Il presunto confessore di Aldo Moro ostaggio delle Brigate rosse ha testimoniato davanti alla commissione d'inchiesta parlamentare. Dicendo nulla ha detto tutto.

Aldo Moro, in quei 55 giorni di prigionia “proletaria” della primavera 1978 e precisamente nei suoi ultimi giorni di vita fra il 6 e il 9 maggio, si è confessato? L’ha sostenuto, trent’ anni dopo, Francesco Cossiga, ai tempi del sequestro Moro ministro dell’Interno. L’ex-ministro ed ex-presidente della Repubblica, nel 2008 ha pure indicato il confessore: Don Antonello Mennini, nunzio vaticano (corrisponde ad ambasciatore), all’epoca viceparroco alla chiesa Santa Lucia al Clodio, parrocchia romana di Moro.

Il confessore presunto però smentisce. “Magari!”, fu la sua risposta alla precisa domanda rivoltagli lunedì in Commissione bicamerale d’inchiesta sul sequestro e la morte di Aldo Moro. “Magari” glielo avrebbero chiesto, o permesso, i brigatisti rossi carcerieri e poi assassini dell’ostaggio Moro. “Ci sarei accorso subito”, ammette il prete sotto inchiesta, anche se non ne avrebbe vista la necessità: “Di che cosa si sarebbe dovuto confessare, poveretto, che stava già sotto martirio?

Fu una cosa fra il misterioso e il semiserio, la deposizione di Don Mennini in Commissione d’inchiesta Moro. Per ragioni di digeribilità io qui mi soffermo solo sulla questione della confessione sì o no, che tanto aveva nutrito i misteri. Il prete sotto non li ha per niente svelati. Anzi, di misteri ne ha aggiunti altri. È già Don Mennini stesso un mistero. Ha l’aria e il comportamento dell’umile parroco di campagna. Provenienza e carriera rendono difficile ritenerlo tale. Suo padre fu il vicecapo del banco vaticano IOR, secondo solo al mitico cardinal Marcinkus. Suo fratello Alessandro fu uno fra i maggiori dirigenti del Banco Ambrosiano di cui all’epoca fu presidente quel Roberto Calvi, morto in misteriose circostanze sotto un ponte del Tamigi a Londra. E siamo già dentro con mezzo piede nella P2.

Il viceparroco di un quartiere di Roma, studente e di seguito amico stretto e pure padre confessore abituale di Aldo Moro in quei giorni travagliati diventa “postino” fra i carcerieri dell’ostaggio e la sua famiglia. I terroristi gli indicano al telefono il posto dove depositano in una busta le lettere di Aldo Moro, lui la rileva e la porta alla famiglia Moro. Non alla polizia. Perché non alla polizia? Don Mennini dice che una giornata passata da Cossiga al Viminale gli avrebbe fatto passare la fiducia nella polizia. Si trattava sul caso Moro, il più grave attacco allo Stato nella storia della repubblica, “e cosa ci vedevo?” Un viavai ininterrotto di personaggi della società romana a chiedere favori al ministro, in speciale biglietti-omaggio per l’opera di quella sera”.

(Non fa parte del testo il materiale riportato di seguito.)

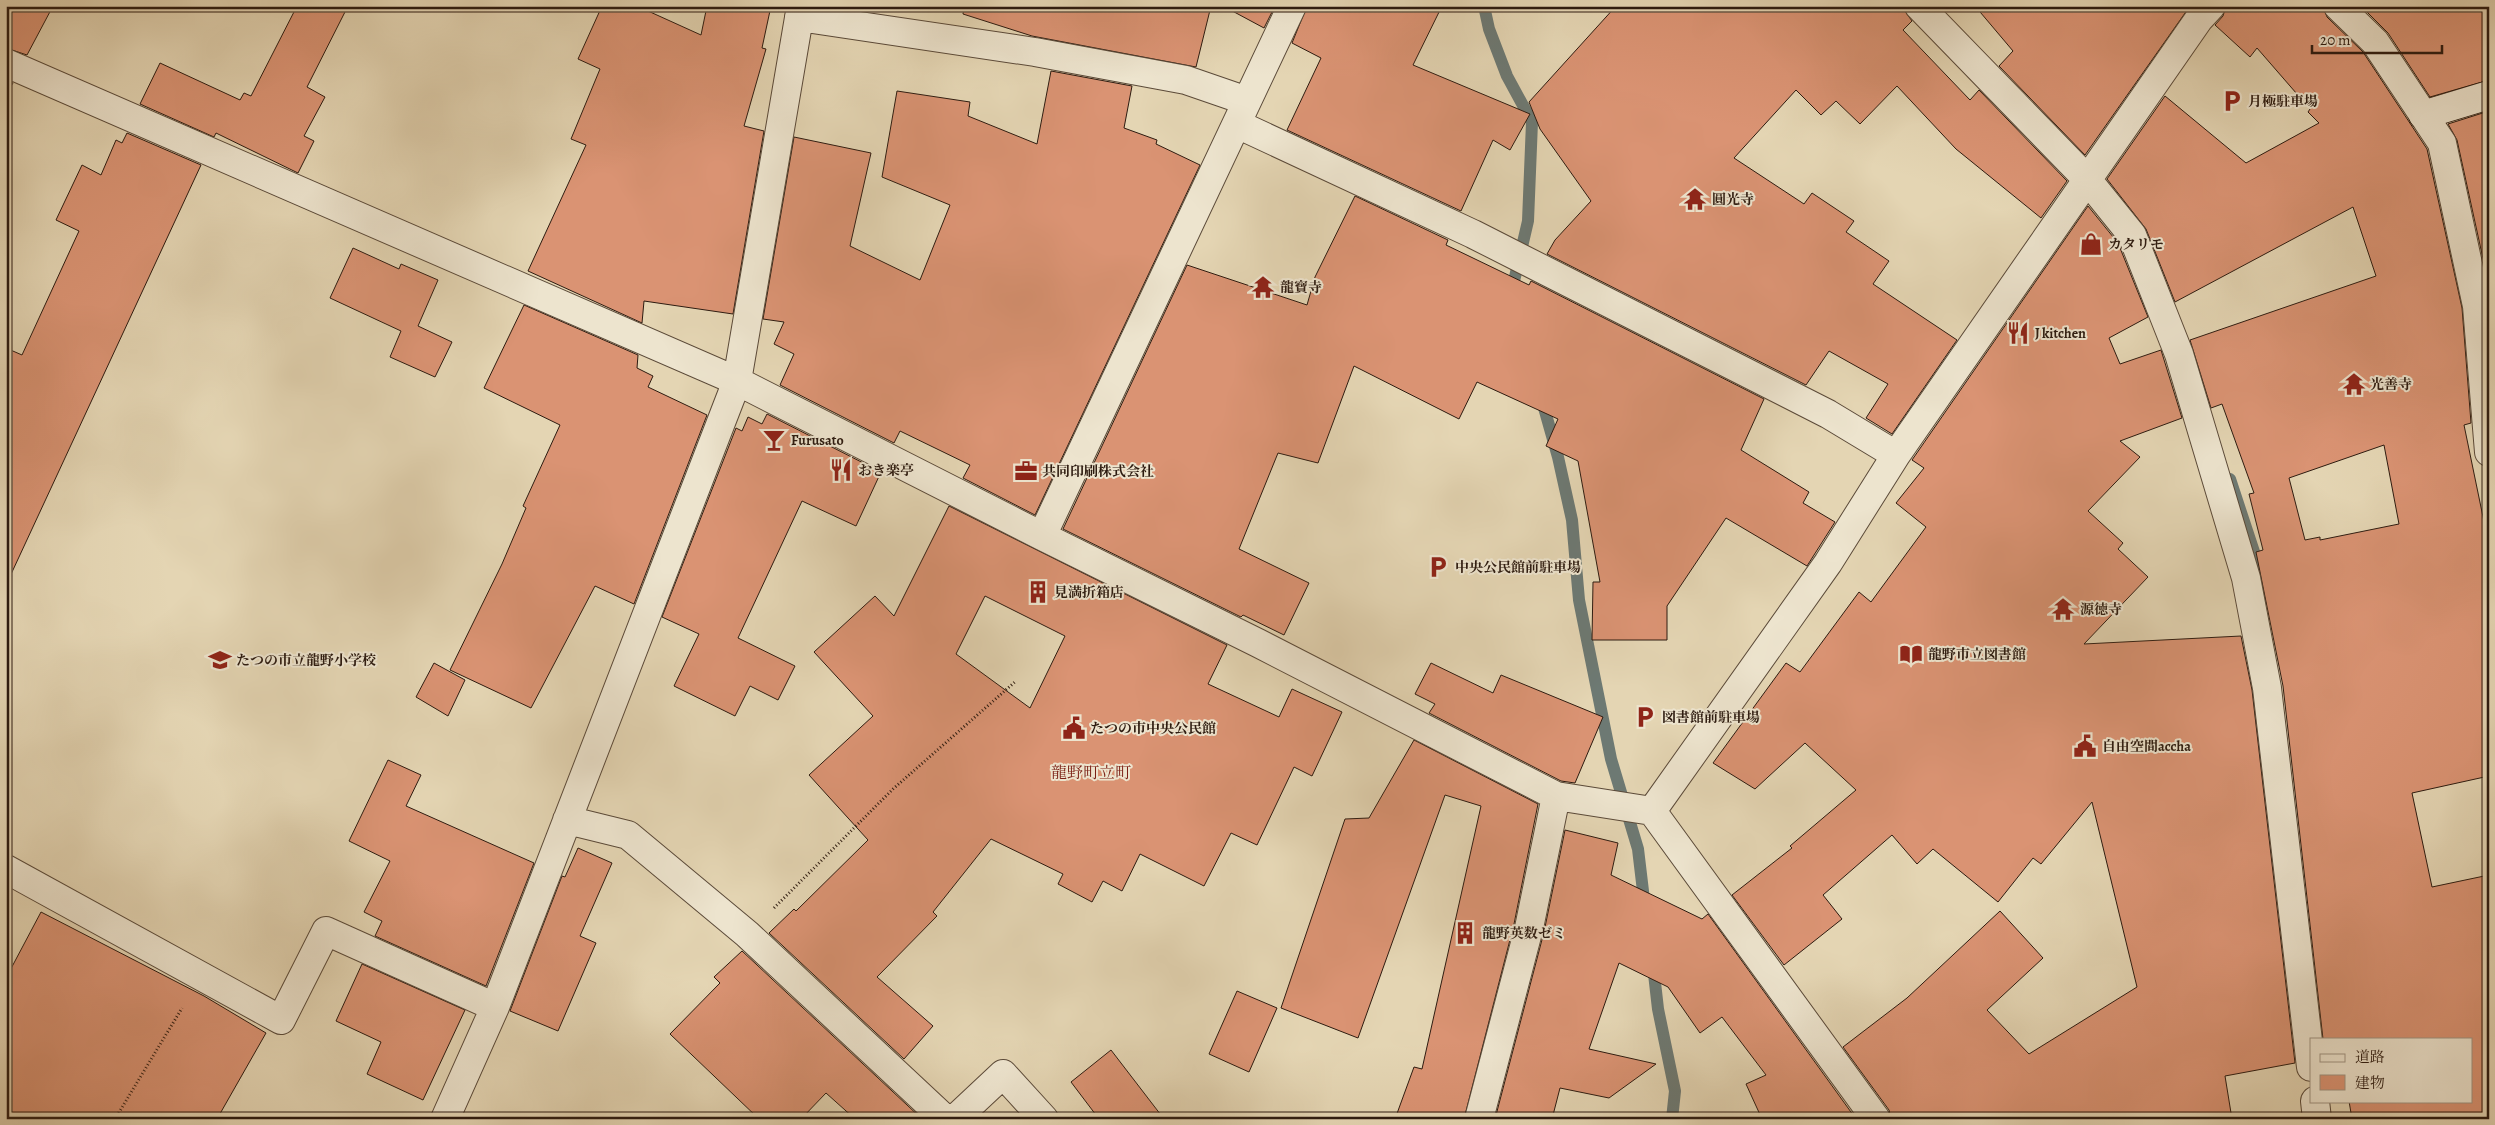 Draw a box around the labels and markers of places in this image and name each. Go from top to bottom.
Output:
parking icon: 月極駐車場 [2219,88,2245,114]
place label: 月極駐車場 [2248,92,2318,111]
temple icon: 圓光寺 [1682,186,1708,212]
place label: 圓光寺 [1712,190,1754,209]
shop icon: カタリモ [2078,231,2104,257]
place label: カタリモ [2108,235,2164,254]
temple icon: 龍寶寺 [1250,274,1276,300]
place label: 龍寶寺 [1280,278,1322,297]
restaurant icon: J kitchen [2005,320,2031,346]
place label: J kitchen [2035,324,2086,343]
temple icon: 光善寺 [2341,371,2367,397]
place label: 光善寺 [2370,375,2412,394]
bar icon: Furusato [761,427,787,453]
place label: Furusato [791,431,844,450]
restaurant icon: おき楽亭 [828,457,854,483]
office icon: 共同印刷株式会社 [1013,458,1039,484]
place label: おき楽亭 [858,461,914,480]
place label: 共同印刷株式会社 [1042,462,1154,481]
parking icon: 中央公民館前駐車場 [1425,554,1451,580]
place label: 中央公民館前駐車場 [1455,558,1581,577]
building icon: 見満折箱店 [1025,579,1051,605]
place label: 見満折箱店 [1054,583,1124,602]
temple icon: 源徳寺 [2050,596,2076,622]
place label: 源徳寺 [2080,600,2122,619]
library icon: 龍野市立図書館 [1898,641,1924,667]
place label: 龍野市立図書館 [1928,645,2026,664]
school or university icon: たつの市立龍野小学校 [207,647,233,673]
place label: たつの市立龍野小学校 [236,651,376,670]
parking icon: 図書館前駐車場 [1632,704,1658,730]
place label: 図書館前駐車場 [1662,708,1760,727]
public building icon: たつの市中央公民館 [1061,715,1087,741]
place label: たつの市中央公民館 [1090,719,1216,738]
public building icon: 自由空間accha [2072,733,2098,759]
place label: 自由空間accha [2102,737,2191,756]
building icon: 龍野英数ゼミ [1452,920,1478,946]
place label: 龍野英数ゼミ [1482,924,1566,943]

Morto Moro, Antonio Mennini, ammabilmente chiamato Don Antonello, passa da viceparroco di Santa Lucia al Clodio a diplomatico in Vaticano. Diventa Nunzio in paesi fra i più importanti d’Europa e del Medio Oriente. Attualmente, dirige la nunziatura inglese a Londra. Che debba la sua fulminante carriera ai suoi buoni uffizi nel caso Moro?

Don Antonello sostiene di no, così come sostiene di non aver mai messo piede nel luogo di prigionia di Aldo Moro e men che meno di averlo confessato. Il prete-ambasciatore Mennini, però, dà però una sibillinica descrizione della sua concezione di confessione e segreto confessionale. “Io non l’ho confessato”, dice, “ma se anche l’avessi fatto, non ne potrei parlare”. Glielo proibirebbe il “segreto confessionale” cui il sacerdote è tenuto ad attenersi. E tale segreto, continua il teologo, “non si riferisce al solo contenuto della confessione, ma anche alle sue circostanze”. Quindi, Mennini non ha confessato Moro, ma se l’avesse fatto, non l’avrebbe detto. Mistero della fede.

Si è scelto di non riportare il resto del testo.